Nei casi previsti dal terzo e dal quarto comma la pena è aumentata in misura non eccedente i due terzi ove il materiale sia di ingente quantità.
Salvo che il fatto costituisca più grave reato, chiunque assiste a esibizioni o spettacoli pornografici in cui siano coinvolti minori di anni diciotto è punito con la reclusione fino a tre anni e con la multa da euro 1.500 a euro 6.000.
Ai fini di cui al presente articolo per pornografia minorile si intende ogni rappresentazione, con qualunque mezzo, di un minore degli anni diciotto coinvolto in attività sessuali esplicite, reali o simulate, o qualunque rappresentazione degli organi sessuali di un minore di anni diciotto per scopi sessuali”.
Va quindi capito se “spogliare virtualmente” l’immagine di un minore mediante un’A.I possa integrare direttamente le ipotesi non virtuali, ossia quelle dell’articolo 600 ter del Codice penale appena citato.

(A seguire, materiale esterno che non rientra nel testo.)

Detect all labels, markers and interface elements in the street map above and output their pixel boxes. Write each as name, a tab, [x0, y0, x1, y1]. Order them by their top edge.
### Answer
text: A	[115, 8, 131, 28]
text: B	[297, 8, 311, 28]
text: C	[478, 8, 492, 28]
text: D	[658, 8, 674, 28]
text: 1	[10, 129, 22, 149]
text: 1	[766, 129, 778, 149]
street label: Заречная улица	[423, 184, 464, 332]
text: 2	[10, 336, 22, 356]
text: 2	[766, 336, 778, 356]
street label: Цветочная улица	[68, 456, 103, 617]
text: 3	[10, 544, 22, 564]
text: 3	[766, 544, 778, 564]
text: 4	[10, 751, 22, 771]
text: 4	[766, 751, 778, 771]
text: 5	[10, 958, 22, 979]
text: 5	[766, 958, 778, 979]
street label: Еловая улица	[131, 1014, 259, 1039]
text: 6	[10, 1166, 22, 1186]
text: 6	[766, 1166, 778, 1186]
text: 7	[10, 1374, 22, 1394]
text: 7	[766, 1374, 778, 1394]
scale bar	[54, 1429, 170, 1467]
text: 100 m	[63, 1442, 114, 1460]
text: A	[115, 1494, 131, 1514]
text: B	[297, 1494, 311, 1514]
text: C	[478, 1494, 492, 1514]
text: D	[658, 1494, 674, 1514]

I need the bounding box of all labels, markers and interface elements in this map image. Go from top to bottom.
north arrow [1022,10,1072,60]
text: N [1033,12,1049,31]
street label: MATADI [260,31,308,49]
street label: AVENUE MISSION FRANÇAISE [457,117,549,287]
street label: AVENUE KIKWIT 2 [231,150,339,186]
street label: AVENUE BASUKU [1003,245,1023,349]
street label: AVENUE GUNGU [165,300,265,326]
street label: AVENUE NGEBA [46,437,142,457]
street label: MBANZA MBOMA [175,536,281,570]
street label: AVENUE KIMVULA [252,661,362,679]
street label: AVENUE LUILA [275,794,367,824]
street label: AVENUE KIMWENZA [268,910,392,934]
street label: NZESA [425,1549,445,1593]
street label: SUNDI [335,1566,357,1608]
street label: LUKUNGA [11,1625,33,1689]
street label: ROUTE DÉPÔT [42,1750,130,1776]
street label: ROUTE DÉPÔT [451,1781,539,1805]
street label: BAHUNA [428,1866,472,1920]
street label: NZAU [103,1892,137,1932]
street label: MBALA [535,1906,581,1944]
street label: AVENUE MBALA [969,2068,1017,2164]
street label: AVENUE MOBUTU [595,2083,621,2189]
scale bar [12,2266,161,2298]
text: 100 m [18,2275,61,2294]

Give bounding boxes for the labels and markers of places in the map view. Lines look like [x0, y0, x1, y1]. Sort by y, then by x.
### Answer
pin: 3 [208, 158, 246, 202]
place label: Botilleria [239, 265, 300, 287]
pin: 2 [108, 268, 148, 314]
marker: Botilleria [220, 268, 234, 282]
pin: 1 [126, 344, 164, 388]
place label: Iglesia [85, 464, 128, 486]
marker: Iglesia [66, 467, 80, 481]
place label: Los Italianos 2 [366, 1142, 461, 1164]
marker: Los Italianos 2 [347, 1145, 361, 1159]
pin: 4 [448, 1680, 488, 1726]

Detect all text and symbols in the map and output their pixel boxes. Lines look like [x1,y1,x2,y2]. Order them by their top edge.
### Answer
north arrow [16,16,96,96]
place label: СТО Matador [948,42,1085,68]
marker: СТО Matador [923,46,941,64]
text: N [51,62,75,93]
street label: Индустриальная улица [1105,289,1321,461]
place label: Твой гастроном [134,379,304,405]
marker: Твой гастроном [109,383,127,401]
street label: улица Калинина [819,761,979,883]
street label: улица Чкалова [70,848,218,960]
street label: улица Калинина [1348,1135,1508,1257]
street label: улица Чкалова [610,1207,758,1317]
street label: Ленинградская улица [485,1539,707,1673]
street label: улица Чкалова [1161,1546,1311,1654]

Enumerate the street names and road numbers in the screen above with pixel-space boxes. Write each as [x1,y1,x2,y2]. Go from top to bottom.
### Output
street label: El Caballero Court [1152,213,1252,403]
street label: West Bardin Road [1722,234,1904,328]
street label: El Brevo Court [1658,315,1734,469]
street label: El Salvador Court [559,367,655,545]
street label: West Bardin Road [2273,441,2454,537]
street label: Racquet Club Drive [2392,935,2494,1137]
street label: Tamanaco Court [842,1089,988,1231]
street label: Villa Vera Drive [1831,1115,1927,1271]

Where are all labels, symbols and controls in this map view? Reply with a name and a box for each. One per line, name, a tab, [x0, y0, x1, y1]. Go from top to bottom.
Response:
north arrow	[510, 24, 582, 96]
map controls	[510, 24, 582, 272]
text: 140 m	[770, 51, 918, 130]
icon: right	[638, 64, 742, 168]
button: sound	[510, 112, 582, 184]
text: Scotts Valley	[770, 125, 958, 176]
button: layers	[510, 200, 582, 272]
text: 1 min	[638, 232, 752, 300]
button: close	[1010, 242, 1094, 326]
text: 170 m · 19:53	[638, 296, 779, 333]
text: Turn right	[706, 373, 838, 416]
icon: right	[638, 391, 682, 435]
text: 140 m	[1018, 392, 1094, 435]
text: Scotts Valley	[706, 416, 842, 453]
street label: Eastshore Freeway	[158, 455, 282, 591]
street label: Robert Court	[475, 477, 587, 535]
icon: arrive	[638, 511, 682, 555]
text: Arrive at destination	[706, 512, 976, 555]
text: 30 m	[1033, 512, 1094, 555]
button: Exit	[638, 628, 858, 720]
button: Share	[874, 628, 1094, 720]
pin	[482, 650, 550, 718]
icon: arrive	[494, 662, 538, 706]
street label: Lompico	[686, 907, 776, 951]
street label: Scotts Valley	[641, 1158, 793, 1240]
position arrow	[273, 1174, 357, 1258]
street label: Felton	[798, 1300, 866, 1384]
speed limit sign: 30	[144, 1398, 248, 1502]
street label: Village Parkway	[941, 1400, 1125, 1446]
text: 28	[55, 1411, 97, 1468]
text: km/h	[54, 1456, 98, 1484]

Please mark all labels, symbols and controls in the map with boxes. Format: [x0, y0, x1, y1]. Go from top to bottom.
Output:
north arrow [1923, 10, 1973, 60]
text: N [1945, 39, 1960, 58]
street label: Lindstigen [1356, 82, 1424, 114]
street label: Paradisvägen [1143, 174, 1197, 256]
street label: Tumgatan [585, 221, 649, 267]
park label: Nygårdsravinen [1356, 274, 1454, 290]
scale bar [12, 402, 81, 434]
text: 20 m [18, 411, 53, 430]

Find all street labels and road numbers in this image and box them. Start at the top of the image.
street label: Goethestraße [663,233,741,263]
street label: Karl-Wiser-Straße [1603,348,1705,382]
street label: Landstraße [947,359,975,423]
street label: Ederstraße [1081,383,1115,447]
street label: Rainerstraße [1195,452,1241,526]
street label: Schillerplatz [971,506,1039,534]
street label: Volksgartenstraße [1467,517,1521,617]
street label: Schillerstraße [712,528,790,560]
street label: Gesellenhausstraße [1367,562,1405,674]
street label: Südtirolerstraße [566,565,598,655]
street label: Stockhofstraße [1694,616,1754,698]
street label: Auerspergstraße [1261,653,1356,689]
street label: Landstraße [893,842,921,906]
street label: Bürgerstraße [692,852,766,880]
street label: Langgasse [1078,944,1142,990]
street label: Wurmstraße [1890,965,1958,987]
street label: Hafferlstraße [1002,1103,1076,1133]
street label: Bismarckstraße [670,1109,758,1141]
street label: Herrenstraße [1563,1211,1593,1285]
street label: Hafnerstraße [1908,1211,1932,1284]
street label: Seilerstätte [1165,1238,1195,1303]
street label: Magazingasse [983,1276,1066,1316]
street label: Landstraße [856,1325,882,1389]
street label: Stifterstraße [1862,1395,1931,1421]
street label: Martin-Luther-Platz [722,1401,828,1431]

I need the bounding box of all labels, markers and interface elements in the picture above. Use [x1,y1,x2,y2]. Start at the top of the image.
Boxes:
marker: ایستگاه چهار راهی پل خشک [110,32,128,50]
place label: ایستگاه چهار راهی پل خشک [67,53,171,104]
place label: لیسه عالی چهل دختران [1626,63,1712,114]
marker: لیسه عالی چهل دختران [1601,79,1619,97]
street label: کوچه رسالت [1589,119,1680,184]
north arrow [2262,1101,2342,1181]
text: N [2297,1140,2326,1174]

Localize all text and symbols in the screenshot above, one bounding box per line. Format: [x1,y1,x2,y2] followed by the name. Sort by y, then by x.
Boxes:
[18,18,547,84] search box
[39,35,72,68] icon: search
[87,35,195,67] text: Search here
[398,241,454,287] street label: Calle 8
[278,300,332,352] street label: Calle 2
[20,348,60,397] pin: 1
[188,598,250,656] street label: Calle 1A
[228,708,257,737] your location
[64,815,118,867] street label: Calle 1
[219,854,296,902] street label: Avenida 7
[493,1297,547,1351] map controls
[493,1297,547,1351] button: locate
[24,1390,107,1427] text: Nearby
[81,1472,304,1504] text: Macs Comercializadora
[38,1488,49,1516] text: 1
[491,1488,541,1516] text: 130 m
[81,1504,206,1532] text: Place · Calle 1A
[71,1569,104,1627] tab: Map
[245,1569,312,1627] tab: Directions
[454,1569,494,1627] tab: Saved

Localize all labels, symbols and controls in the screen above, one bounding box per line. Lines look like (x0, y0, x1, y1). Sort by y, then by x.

Vero è che, trattandosi di minorenni di anni 14, difficilmente subiranno le pene previste dal Codice penale: potranno accedere a tutti i rimedi previsti per il processo minorile, dal perdono giudiziale alla messa alla prova; è anche vero, però, che un processo minorile, che non si concluda con l’archiviazione in indagini, è pur sempre un processo penale.
Come tutelarsi
Oltre a sporgere denuncia – sempre opportuna, in questi casi – le tutele sono anche più effettive, sul piano digitale.
L’Autorità Garante per il trattamento dei dati personali ha impostato una procedura per la rimozione rapida dei contenuti da revenge porn, all’indirizzo https://www.garanteprivacy.it/temi/revengeporn.
Compilando i form ed inviando la richiesta, l’Autorità dispone la rimozione dei contenuti dai social network e la deindicizzazione dai motori di ricerca: l’effetto è il blocco pressochè immediato e definitivo delle immagini o dei filmati che ritraggono le persone offese.
Conclusioni
L’impatto delle AI è enorme; non è un caso che il Garante per la privacy abbia imposto ad OpenAI, la società che gestisce la app di intelligenza artificiale più famosa al mondo ChatGPT, un filtro per i minori di 13 anni.
Al di là degli strumenti di tutela successiva – denunce etc – è necessaria un’educazione digitale per i giovanissimi che, ormai dalla tenera età, interagiscono con tecnologia sempre più sofisticata.